Im Bildungsausschuss waren mehrfach Sympathiebekundungen für neue Bundeskompetenzen auch in der Schule zu hören. Die Länder sind für die Größe ihrer Kernaufgabe finanziell nicht ausgestattet. Dass der Bund demnächst großzügig Umsatzsteuerpunkte an sie abgibt, ist aber unwahrscheinlicher als eine Verfassungsreform. Vom Bund wird jedoch nicht nur zusätzliches Geld für die Schulen erhofft, sondern auch eine ordnende Hand. Der Pisa-Forscher Manfred Prenzel, Professor an der TU München, hat den Eindruck, dass die 16 Länder es trotz verschiedener Schritte in die richtige Richtung nicht schaffen, die großen Leistungsabstände untereinander zu verringern. Das stelle aber ein „Gerechtigkeitsproblem und ein Problem der Gleichwertigkeit“ der Schulabschlüsse in Deutschland dar. Da, wo die Kultusminister gemeinsame Bildungsstandards beschließen wie jüngst fürs Abitur, sieht Prenzel keine echte Bereitschaft zu deren Umsetzung durch gemeinsame „Evaluationssysteme“. Die fehlende Vergleichbarkeit sei „dramatisch“. Prenzel zweifelt daran, dass es den Kultusministern „ohne tatkräftige Impulse und finanzielle Unterstützungen des Bundes“ gelingen wird, „Innovationen auf den Weg zu bringen oder für vergleichbare Ausgangsbedingungen und Zielorientierungen in den Ländern zu sorgen“. Bei der Aus- und Fortbildung von Lehrern gelte dies genauso wie bei dem seit langem vermissten bundesweiten Programm zur Förderung der Lesekompetenz. Die Aufhebung des Kooperationsverbots gebe zwar „keine Garantie für eine erfolgreiche Bildungspolitik“, es behindere jedoch „Innovationen und gemeinsame Anstrengungen im Bildungsbereich“, sagte Prenzel.

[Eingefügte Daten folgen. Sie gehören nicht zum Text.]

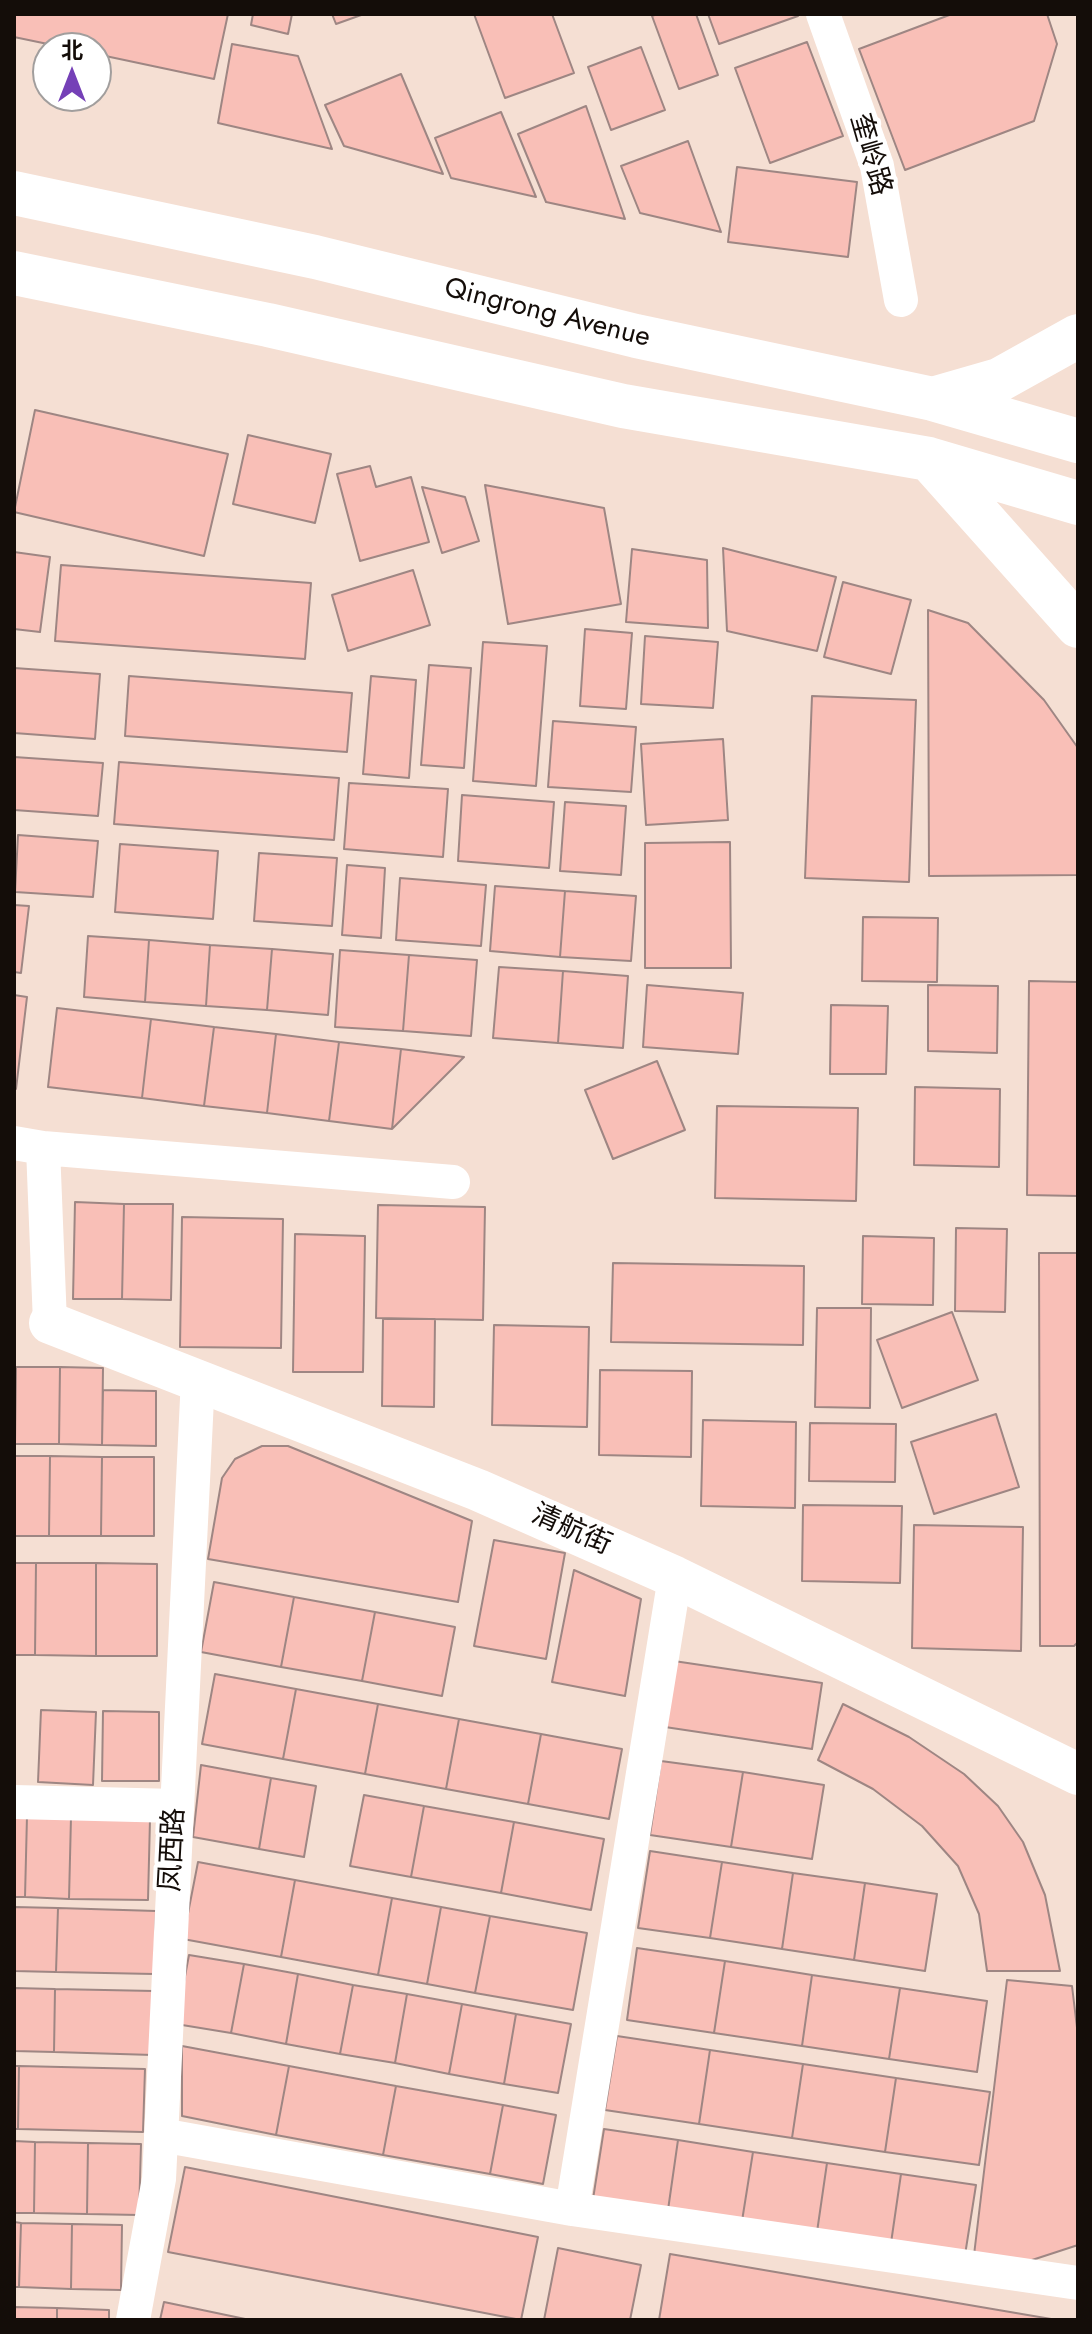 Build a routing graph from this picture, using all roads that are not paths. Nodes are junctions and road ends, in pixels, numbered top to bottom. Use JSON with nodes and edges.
{"nodes":[{"id":1,"x":823,"y":14,"type":"edge"},
{"id":2,"x":14,"y":193,"type":"edge"},
{"id":3,"x":14,"y":273,"type":"edge"},
{"id":4,"x":901,"y":300,"type":"dead end"},
{"id":5,"x":1078,"y":336,"type":"edge"},
{"id":6,"x":933,"y":399,"type":"junction"},
{"id":7,"x":1078,"y":441,"type":"edge"},
{"id":8,"x":929,"y":459,"type":"junction"},
{"id":9,"x":1078,"y":503,"type":"edge"},
{"id":10,"x":1078,"y":626,"type":"edge"},
{"id":11,"x":29,"y":1146,"type":"edge"},
{"id":12,"x":453,"y":1182,"type":"dead end"},
{"id":13,"x":50,"y":1323,"type":"joint"},
{"id":14,"x":198,"y":1378,"type":"junction"},
{"id":15,"x":675,"y":1577,"type":"junction"},
{"id":16,"x":1078,"y":1774,"type":"edge"},
{"id":17,"x":14,"y":1802,"type":"edge"},
{"id":18,"x":177,"y":1806,"type":"junction"},
{"id":19,"x":161,"y":2135,"type":"junction"},
{"id":20,"x":572,"y":2209,"type":"junction"},
{"id":21,"x":1078,"y":2283,"type":"edge"},
{"id":22,"x":133,"y":2320,"type":"edge"}],
"edges":[{"from":1,"to":4,"type":"street","name":"奎岭路"},
{"from":2,"to":6,"type":"main road","name":"Qingrong Avenue"},
{"from":3,"to":8,"type":"main road"},
{"from":5,"to":6,"type":"main road"},
{"from":6,"to":7,"type":"main road","name":"Qingrong Avenue"},
{"from":8,"to":9,"type":"main road"},
{"from":8,"to":10,"type":"main road"},
{"from":11,"to":12,"type":"street"},
{"from":11,"to":13,"type":"street"},
{"from":13,"to":14,"type":"street","name":"清航街"},
{"from":14,"to":15,"type":"street","name":"清航街"},
{"from":14,"to":18,"type":"street","name":"凤西路"},
{"from":15,"to":16,"type":"street","name":"清航街"},
{"from":15,"to":20,"type":"street"},
{"from":17,"to":18,"type":"street"},
{"from":18,"to":19,"type":"street","name":"凤西路"},
{"from":19,"to":20,"type":"street"},
{"from":19,"to":22,"type":"street","name":"凤西路"},
{"from":20,"to":21,"type":"street"}]}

Wie geht es weiter? Die politische Lage ist undurchsichtig. Die SPD-Länder haben sich hinter einem Antrag versammelt, doch es ist auch von Abweichlern die Rede, die die Schule zur Not sausen lassen würden. Und selbst, wenn man dabei bliebe, dass der Bund Schule und Hochschule machen soll: Es wird weiter über das Wie diskutiert. Ändert man den Artikel 91b, ist das aus länderpsychologischer Sicht wenig feinfühlig: Der Bund bekäme mit einer neuen Gemeinschaftsaufgabe eigene Gestaltungsbefugnisse. Schafft man einen neuen Artikel 104c, der es dem Bund ermöglicht, Finanzhilfen in Bildung und Wissenschaft zu gewähren, tritt der Bund zurückhaltender in Erscheinung. Umstritten ist auch, ob die Länder Bundeshilfen immer einstimmig zustimmen sollen müssen oder ob eine drei Viertel oder zwei Drittel Mehrheit reichen soll.

Möglich, dass es vor den Bundestagswahlen zu keiner Einigung mehr kommt. Vielleicht finden die Akteure ja aber doch zusammen. Es geht schließlich um die Wurst.